= Beginning of Section =

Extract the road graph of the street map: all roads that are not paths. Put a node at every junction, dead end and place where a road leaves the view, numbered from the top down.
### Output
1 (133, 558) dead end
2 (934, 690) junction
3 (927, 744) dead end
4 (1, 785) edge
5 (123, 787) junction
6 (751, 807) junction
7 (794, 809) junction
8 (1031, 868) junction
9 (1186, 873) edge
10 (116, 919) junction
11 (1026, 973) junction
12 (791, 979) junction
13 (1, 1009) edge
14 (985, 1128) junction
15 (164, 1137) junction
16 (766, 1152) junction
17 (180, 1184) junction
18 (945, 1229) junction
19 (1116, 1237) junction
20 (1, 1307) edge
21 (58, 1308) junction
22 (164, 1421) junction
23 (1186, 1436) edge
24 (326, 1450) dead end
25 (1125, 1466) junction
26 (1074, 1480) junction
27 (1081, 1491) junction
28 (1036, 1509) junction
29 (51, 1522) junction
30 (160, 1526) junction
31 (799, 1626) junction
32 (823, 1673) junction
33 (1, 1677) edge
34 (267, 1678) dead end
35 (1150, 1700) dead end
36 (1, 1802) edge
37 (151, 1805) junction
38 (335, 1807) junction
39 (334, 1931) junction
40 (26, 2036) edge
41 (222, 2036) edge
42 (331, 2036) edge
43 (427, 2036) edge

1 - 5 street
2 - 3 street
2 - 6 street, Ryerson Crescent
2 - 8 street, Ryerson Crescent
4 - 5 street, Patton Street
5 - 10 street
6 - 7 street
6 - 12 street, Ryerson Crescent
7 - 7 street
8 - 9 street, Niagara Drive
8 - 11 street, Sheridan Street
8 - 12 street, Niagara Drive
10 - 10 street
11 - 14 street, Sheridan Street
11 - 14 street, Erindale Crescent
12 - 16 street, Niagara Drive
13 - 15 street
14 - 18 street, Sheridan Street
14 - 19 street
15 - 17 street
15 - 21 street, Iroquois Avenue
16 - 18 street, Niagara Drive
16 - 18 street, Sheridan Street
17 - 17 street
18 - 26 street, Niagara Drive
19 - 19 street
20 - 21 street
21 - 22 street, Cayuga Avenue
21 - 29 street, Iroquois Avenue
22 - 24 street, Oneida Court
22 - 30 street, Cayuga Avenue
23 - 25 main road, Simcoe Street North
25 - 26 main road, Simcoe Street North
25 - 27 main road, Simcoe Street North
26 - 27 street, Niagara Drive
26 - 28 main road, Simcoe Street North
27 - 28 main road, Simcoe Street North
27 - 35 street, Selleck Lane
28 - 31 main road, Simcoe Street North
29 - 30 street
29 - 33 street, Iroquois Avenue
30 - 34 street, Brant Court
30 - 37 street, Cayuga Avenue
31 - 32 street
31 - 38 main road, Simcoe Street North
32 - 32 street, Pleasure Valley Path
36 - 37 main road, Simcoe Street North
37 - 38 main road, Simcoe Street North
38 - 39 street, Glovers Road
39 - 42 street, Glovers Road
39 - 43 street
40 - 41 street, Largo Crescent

= End of Section =

▸ EXERCISE OBJECTIVE: Look for the word "edge". Copy out every line of the data that has it.

▸ THE ANSWER:
4 (1, 785) edge
9 (1186, 873) edge
13 (1, 1009) edge
20 (1, 1307) edge
23 (1186, 1436) edge
33 (1, 1677) edge
36 (1, 1802) edge
40 (26, 2036) edge
41 (222, 2036) edge
42 (331, 2036) edge
43 (427, 2036) edge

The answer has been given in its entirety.